The Paypers speaks in an exclusive interview with Martina Weimert, CEO of EPI Interim Company, about the latest announcements and developments and future plans for the EPI project.

Backed by the European Central Bank, EPI envisaged a unified, innovative pan-European payment solution leveraging Instant Payments SEPA Instant Credit Transfer (SCT Inst) and cards, offering a digital wallet to consumers and merchants across Europe. EPI is set to become a new standard in payments for European consumers and merchants across all types of retail transactions including in-store, online, cash withdrawal, and P2P.


Several banks (from Spain, Germany, Finland, and Poland) withdrew from the project. What led these banks to abandon EPI plans?

The causes of withdrawal vary. For Finland and Poland, the simple explanation is that in both markets we had just one participant bank. This was not enough to drive market adoption. Regarding Spain, CaixaBank, the biggest bank in Spain, was the first one that withdrew. I think the business case was too complicated for them. Nevertheless, this triggered other Spanish banks to withdraw: since the main Spanish bank left, the others followed.

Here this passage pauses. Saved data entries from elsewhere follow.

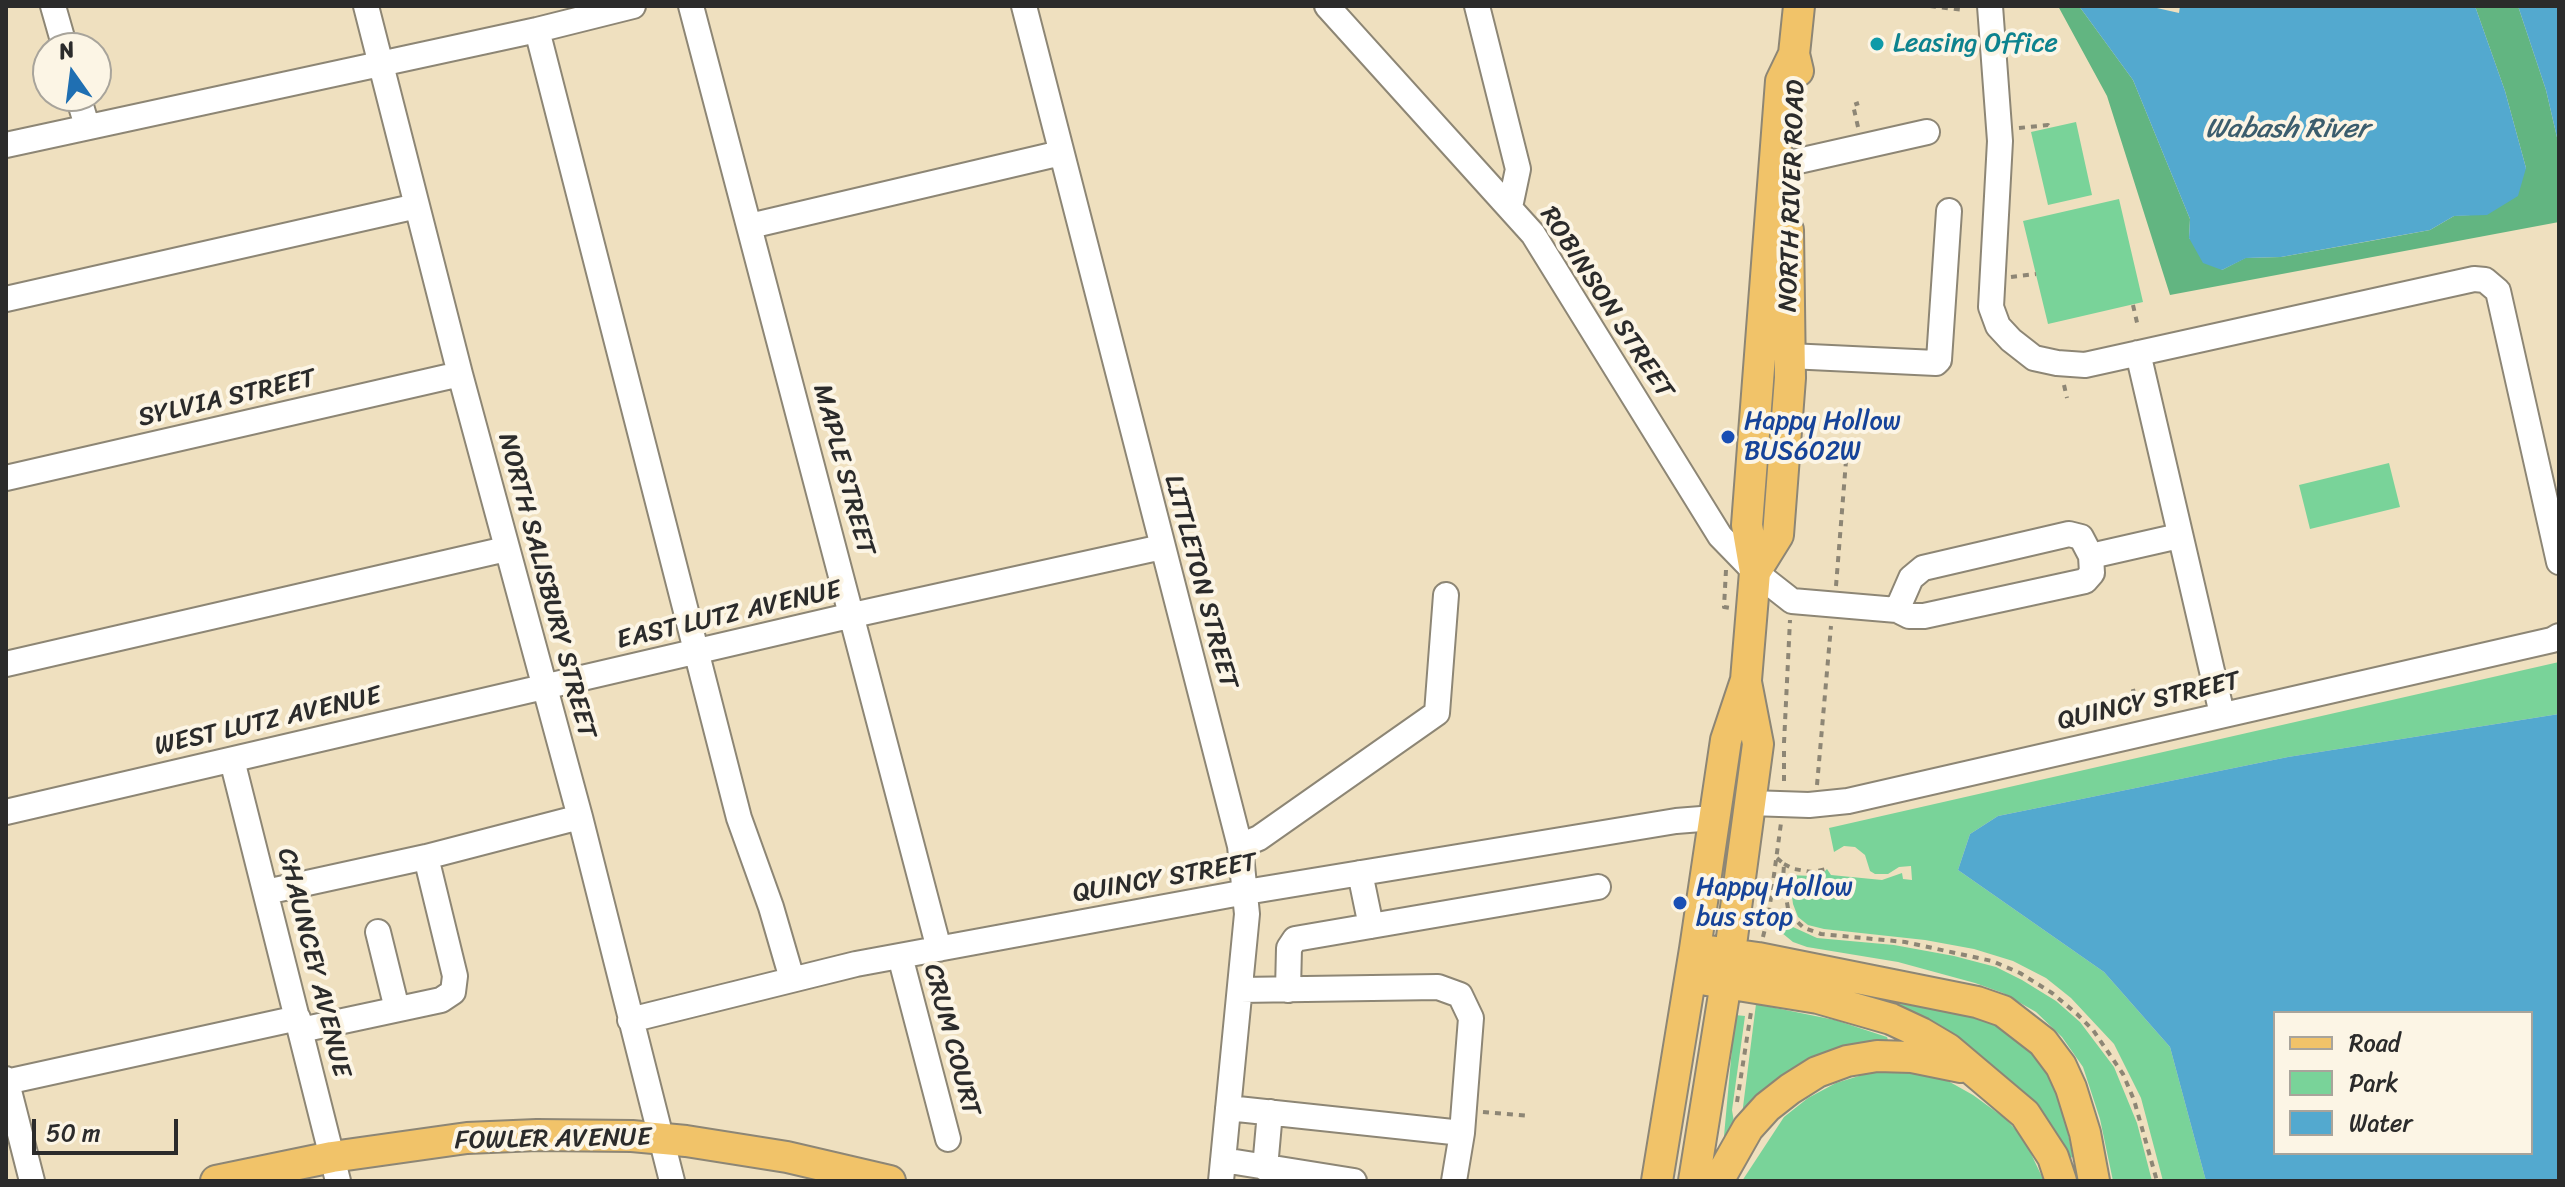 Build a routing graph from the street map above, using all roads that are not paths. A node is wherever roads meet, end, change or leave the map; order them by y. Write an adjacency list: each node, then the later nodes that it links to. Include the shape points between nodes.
1 (53, 6): 11 (street)
2 (366, 6): 13 (street, NORTH SALISBURY STREET)
3 (633, 6): 10 (street)
4 (691, 6): 23 (street, MAPLE STREET)
5 (1024, 6): 18 (street, LITTLETON STREET)
6 (1327, 6): 21 (street, ROBINSON STREET)
7 (1477, 6): 21 (street, via 1518,169)
8 (1799, 6): 12 (main road, NORTH RIVER ROAD)
9 (1990, 6): 25 (street, via 2000,141 1991,307 1998,326 2034,358 2057,363 2085,365)
10 (537, 30): 13 (street); 39 (street)
11 (60, 32)
12 (1794, 54): 19 (main road, NORTH RIVER ROAD, via 1801,83); 34 (main road, NORTH RIVER ROAD, via 1781,81 1759,365 1747,525)
13 (381, 64): 15 (street); 20 (street, NORTH SALISBURY STREET)
14 (83, 112): 15 (street)
15 (87, 126): 17 (street)
16 (1927, 132): 19 (street)
17 (6, 145)
18 (1061, 153): 23 (street); 30 (street, LITTLETON STREET)
19 (1794, 162): 26 (main road, NORTH RIVER ROAD, via 1787,243)
20 (417, 206): 24 (street); 27 (street, NORTH SALISBURY STREET)
21 (1510, 207): 34 (street, ROBINSON STREET, via 1533,234 1720,536)
22 (1949, 211): 26 (street, via 1936,363)
23 (750, 226): 37 (street, MAPLE STREET)
24 (6, 299)
25 (2138, 353): 29 (street); 33 (street, via 2485,280 2498,291)
26 (1789, 356): 34 (main road, NORTH RIVER ROAD, via 1778,535)
27 (460, 374): 28 (street, SYLVIA STREET); 31 (street, NORTH SALISBURY STREET)
28 (6, 478)
29 (2179, 536): 32 (street); 43 (street)
30 (1162, 547): 37 (street, EAST LUTZ AVENUE); 49 (street, LITTLETON STREET)
31 (506, 549): 40 (street); 42 (street, NORTH SALISBURY STREET)
32 (2091, 556): 36 (street, ROBINSON STREET, via 2092,573 2085,581 1924,616); 36 (street, via 2081,537 2069,534 1923,568 1911,578)
33 (2559, 562)
34 (1755, 572): 36 (street, ROBINSON STREET, via 1792,601); 41 (main road, NORTH RIVER ROAD)
35 (1446, 595): 49 (street, via 1437,713 1259,838)
36 (1897, 610)
37 (853, 615): 39 (street, EAST LUTZ AVENUE); 57 (street, MAPLE STREET)
38 (2559, 636): 43 (street, QUINCY STREET)
39 (697, 653): 42 (street, EAST LUTZ AVENUE); 61 (street, via 739,818)
40 (6, 664)
41 (1746, 680): 45 (main road, NORTH RIVER ROAD, via 1758,744); 48 (main road, NORTH RIVER ROAD, via 1726,740)
42 (543, 687): 44 (street, WEST LUTZ AVENUE); 47 (street, NORTH SALISBURY STREET)
43 (2222, 714): 45 (street, QUINCY STREET, via 1848,801)
44 (232, 760): 46 (street, WEST LUTZ AVENUE); 53 (street, CHAUNCEY AVENUE)
45 (1750, 803): 60 (main road, NORTH RIVER ROAD)
46 (6, 812)
47 (580, 817): 50 (street); 65 (street, NORTH SALISBURY STREET)
48 (1714, 818): 51 (street, QUINCY STREET); 59 (main road, NORTH RIVER ROAD)
49 (1240, 846): 54 (street, LITTLETON STREET)
50 (426, 857): 53 (street); 64 (street, via 456,984 441,1000)
51 (1360, 873): 54 (street, QUINCY STREET); 55 (street)
52 (1598, 887): 55 (street)
53 (266, 892): 66 (street, CHAUNCEY AVENUE)
54 (1246, 892): 57 (street, QUINCY STREET); 62 (street, LITTLETON STREET)
55 (1371, 926): 63 (street, via 1295,939 1289,948)
56 (378, 932): 64 (street)
57 (939, 949): 58 (street, QUINCY STREET)
58 (900, 956): 61 (street, QUINCY STREET); 73 (street, CRUM COURT)
59 (1693, 963): 60 (main road); 83 (main road, NORTH RIVER ROAD)
60 (1728, 968): 67 (main road, via 1891,1019 1948,1049); 84 (main road, NORTH RIVER ROAD); 87 (main road, via 1977,1002 2003,1011 2043,1042 2061,1066 2085,1133)
61 (792, 979): 65 (street, QUINCY STREET)
62 (1240, 990): 63 (street); 69 (street, LITTLETON STREET)
63 (1288, 990): 71 (street, via 1438,987 1460,995 1471,1018)
64 (397, 1009): 66 (street)
65 (630, 1020): 72 (street, NORTH SALISBURY STREET)
66 (299, 1024): 68 (street); 75 (street, CHAUNCEY AVENUE)
67 (1971, 1069): 85 (main road, via 1877,1056 1817,1072 1767,1107 1748,1128); 86 (main road, via 2025,1114 2053,1157)
68 (6, 1081): 77 (street)
69 (1228, 1108): 70 (street); 76 (street, LITTLETON STREET)
70 (1270, 1112): 71 (street); 74 (street)
71 (1463, 1121): 82 (street)
72 (661, 1139): 75 (main road, FOWLER AVENUE, via 467,1138); 79 (street, NORTH SALISBURY STREET); 80 (main road, FOWLER AVENUE, via 787,1157)
73 (948, 1139)
74 (1265, 1168): 76 (street); 81 (street)
75 (335, 1169): 78 (main road, FOWLER AVENUE)
76 (1222, 1171)
77 (32, 1181)
78 (216, 1181)
79 (672, 1181)
80 (890, 1181)
81 (1354, 1181)
82 (1454, 1181)
83 (1657, 1181)
84 (1694, 1181)
85 (1718, 1181)
86 (2061, 1181)
87 (2094, 1181) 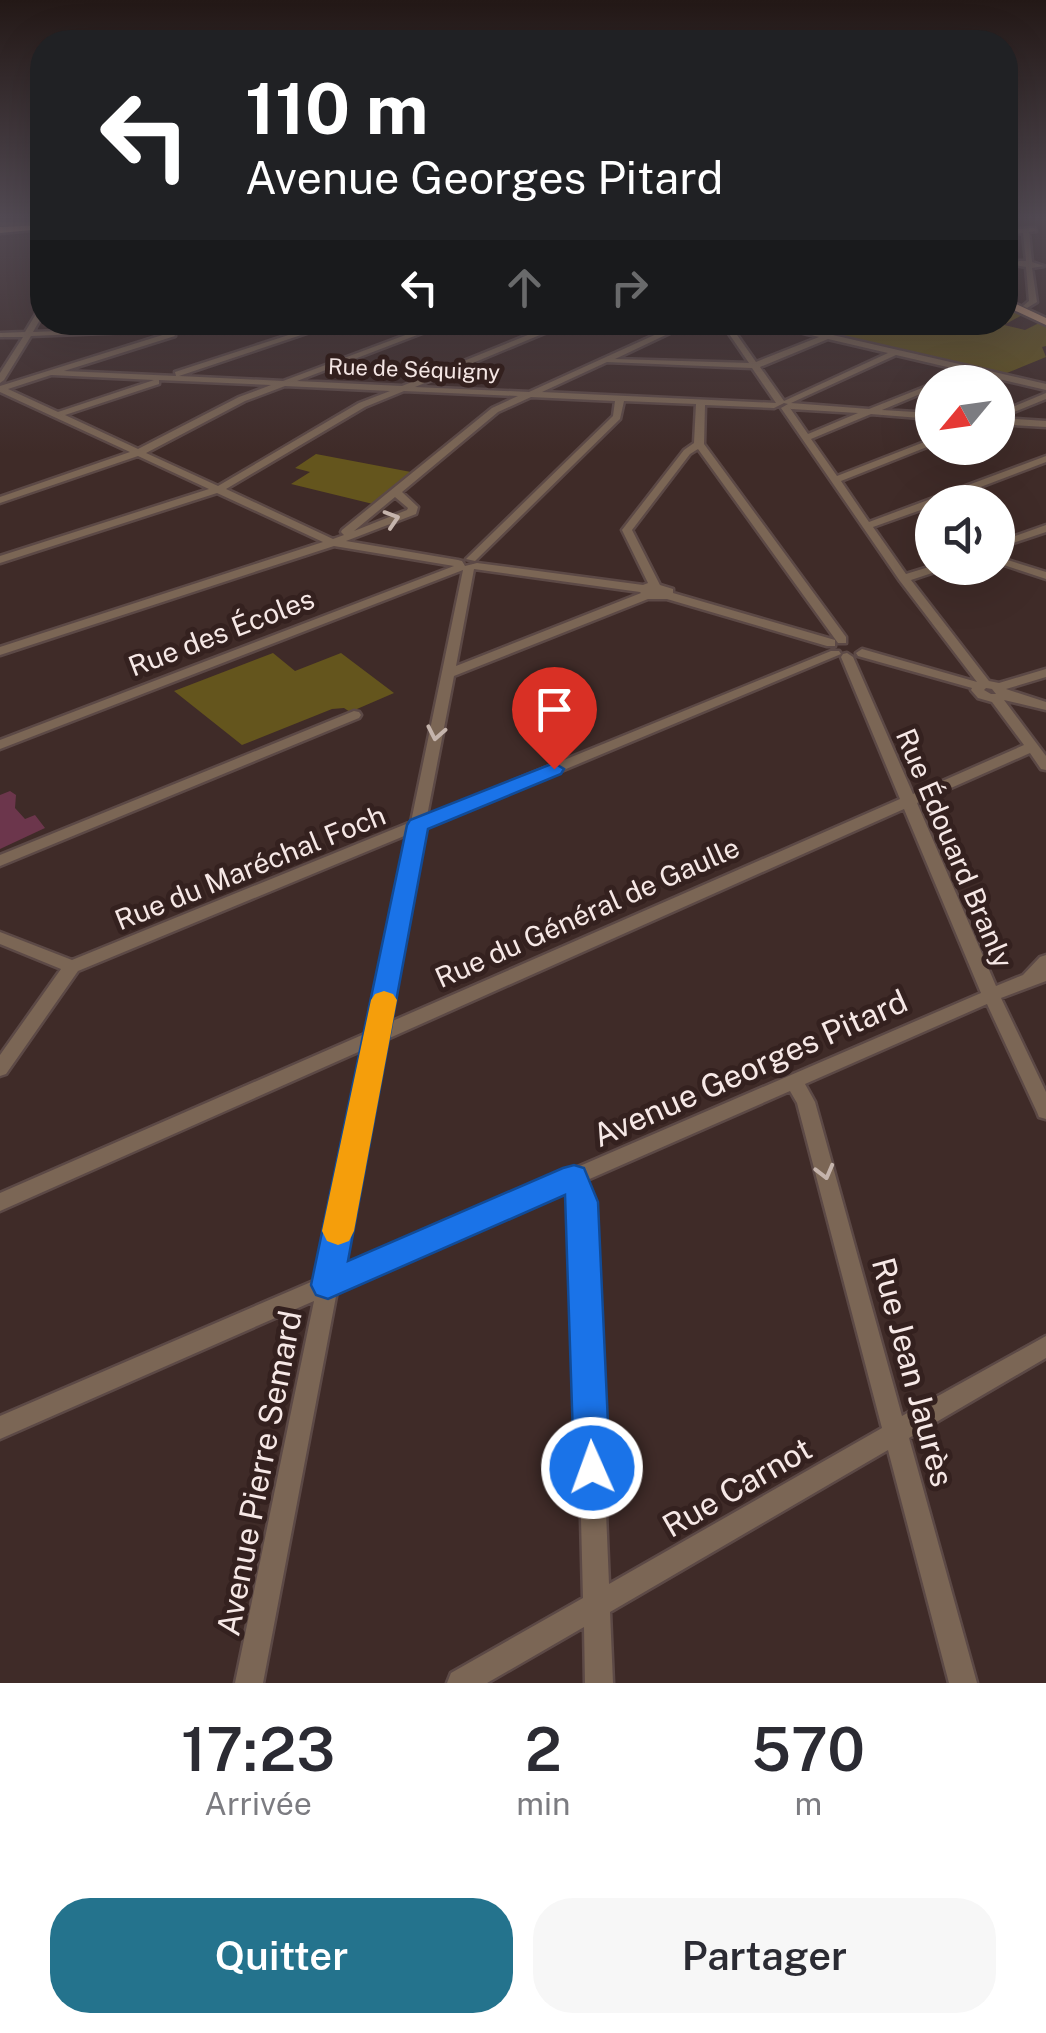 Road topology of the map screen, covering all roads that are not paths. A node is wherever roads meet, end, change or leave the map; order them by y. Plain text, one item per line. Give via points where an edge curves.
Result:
1 (30, 331) edge
2 (0, 335) edge
3 (46, 335) edge
4 (171, 335) edge
5 (292, 335) edge
6 (413, 335) edge
7 (536, 335) edge
8 (661, 335) edge
9 (733, 335) edge
10 (818, 335) edge
11 (826, 337) junction
12 (25, 339) junction
13 (894, 352) junction
14 (606, 360) junction
15 (949, 365) edge
16 (755, 366) junction
17 (52, 373) junction
18 (168, 378) junction
19 (0, 380) edge
20 (1015, 380) edge
21 (285, 383) junction
22 (1046, 387) edge
23 (1, 388) edge
24 (404, 388) junction
25 (531, 394) junction
26 (915, 394) edge
27 (1046, 396) edge
28 (620, 398) junction
29 (701, 401) junction
30 (783, 404) junction
31 (1015, 410) edge
32 (874, 412) junction
33 (60, 414) junction
34 (915, 415) edge
35 (1015, 420) edge
36 (1046, 424) edge
37 (806, 438) junction
38 (699, 444) junction
39 (915, 449) edge
40 (140, 452) junction
41 (1046, 459) edge
42 (835, 480) junction
43 (979, 485) edge
44 (219, 489) junction
45 (395, 491) junction
46 (0, 500) edge
47 (915, 509) edge
48 (868, 526) junction
49 (1046, 528) edge
50 (337, 539) junction
51 (1015, 540) edge
52 (0, 560) edge
53 (467, 565) junction
54 (1015, 566) edge
55 (915, 575) edge
56 (1046, 576) edge
57 (904, 578) junction
58 (649, 590) junction
59 (843, 650) junction
60 (0, 651) edge
61 (1046, 673) edge
62 (448, 674) junction
63 (993, 690) junction
64 (1046, 706) edge
65 (354, 716) dead end
66 (0, 744) edge
67 (1032, 748) junction
68 (1046, 766) edge
69 (908, 801) junction
70 (418, 825) junction
71 (0, 861) edge
72 (0, 938) edge
73 (1046, 961) edge
74 (72, 967) junction
75 (1037, 977) edge
76 (990, 996) junction
77 (377, 1036) junction
78 (0, 1069) edge
79 (794, 1081) junction
80 (1046, 1112) edge
81 (574, 1177) junction
82 (0, 1202) edge
83 (328, 1285) junction
84 (1046, 1346) edge
85 (0, 1428) edge
86 (896, 1433) junction
87 (0, 1448) edge
88 (596, 1605) junction
89 (248, 1683) edge
90 (460, 1683) edge
91 (599, 1683) edge
92 (963, 1683) edge

1 - 12 street
2 - 12 street
3 - 12 street
4 - 17 street
5 - 18 street
6 - 21 street
7 - 24 street
8 - 14 street
9 - 16 street
10 - 11 street
11 - 13 street
11 - 16 street
12 - 19 street
13 - 15 street
13 - 30 street
14 - 16 street
14 - 25 street
16 - 30 street
17 - 18 street, Rue de Séquigny
17 - 23 street
18 - 21 street, Rue de Séquigny
18 - 33 street
20 - 22 street
21 - 24 street, Rue de Séquigny
21 - 40 street
23 - 33 street
24 - 25 street, Rue de Séquigny
24 - 44 street
25 - 28 street, Rue de Séquigny
25 - 45 street via 490,413
26 - 32 street
27 - 31 street
28 - 29 street, Rue de Séquigny
28 - 53 street via 617,417
29 - 30 street, Rue de Séquigny
29 - 38 street
30 - 32 street, Rue de Séquigny
30 - 37 street
32 - 34 street, Rue de Séquigny
32 - 37 street
33 - 40 street
35 - 36 street
37 - 42 street
38 - 58 street via 627,530
38 - 59 street, Rue Édouard Branly
39 - 42 street
40 - 44 street
40 - 46 street
41 - 43 street
42 - 48 street
44 - 50 street
44 - 52 street
45 - 50 street
50 -> 45 street via 412,512
47 - 48 street
48 - 57 street
49 - 51 street
50 - 53 street
50 - 60 street
53 - 58 street
53 - 62 street, Avenue Pierre Semard
53 - 66 street, Rue des Écoles
54 - 56 street
55 - 57 street
57 - 63 street
58 - 59 street
58 - 62 street
59 - 63 street
59 - 69 street, Rue Édouard Branly
59 - 70 street, Rue du Maréchal Foch
61 - 63 street
62 -> 70 street, Avenue Pierre Semard
63 - 64 street
63 - 67 street
65 - 71 street
67 - 68 street
67 - 69 street, Rue du Général de Gaulle
69 - 76 street, Rue Édouard Branly
69 - 77 street, Rue du Général de Gaulle
70 - 74 street, Rue du Maréchal Foch
70 - 77 street, Avenue Pierre Semard
72 - 74 street
73 - 75 street, Avenue Georges Pitard
74 - 78 street
75 - 76 street, Avenue Georges Pitard
76 - 79 street, Avenue Georges Pitard
76 - 80 street, Rue Édouard Branly
77 - 82 street, Rue du Général de Gaulle
77 - 83 street, Avenue Pierre Semard
79 - 81 street, Avenue Georges Pitard
79 -> 86 street, Rue Jean Jaurès via 806,1102
81 - 83 street, Avenue Georges Pitard
81 - 88 street via 582,1202
83 - 85 street, Avenue Georges Pitard
83 - 89 street, Avenue Pierre Semard
84 - 86 street, Rue Carnot
85 - 87 street
86 - 88 street, Rue Carnot
86 - 92 street, Rue Jean Jaurès
88 - 90 street, Rue Carnot
88 - 91 street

This ultimately had another negative domino effect on DZ Bank in Germany, the corporative banks that pulled out alongside Commerzbank and HVB Unicredit. These three banks have withdrawn because they considered that it would be difficult to issue a European card if it does not work in important markets like Spain. Overall, the whole movement required to pause and think. Those who remained are actually the biggest European banks and the two big European acquirers (Worldline and Nexi). Without these banks in Germany, we could not introduce the German card scheme anymore. because for cards, as you know, you need to shift the domestic card volumes and you need to have critical mass from the beginning. Otherwise, it would not gain traction.

At the end, doing a European card scheme only the French and the Belgian banks would not have been a European but a bi-national card scheme.

So, what’s next?

Thus, we have decided to redefine EPI`s scope and agreed that, unfortunately, we have to abandon the card scheme plans (the idea of creating a European card scheme and setting up a European card). Nevertheless, with the remaining banks and players, we agreed that it would make sense to focus on an account-to-account instant payment solution for all kinds of use cases, all through a wallet.

That is the most innovative part we are focusing on right now. Although the card would have been nice due to the tremendous volumes that usually come with cards, we decided to focus on the account-to-account instant payment part instead. And since we implement it through a wallet, we can also address the digital Euro and digital identity features (we can integrate them quite easily in the wallet).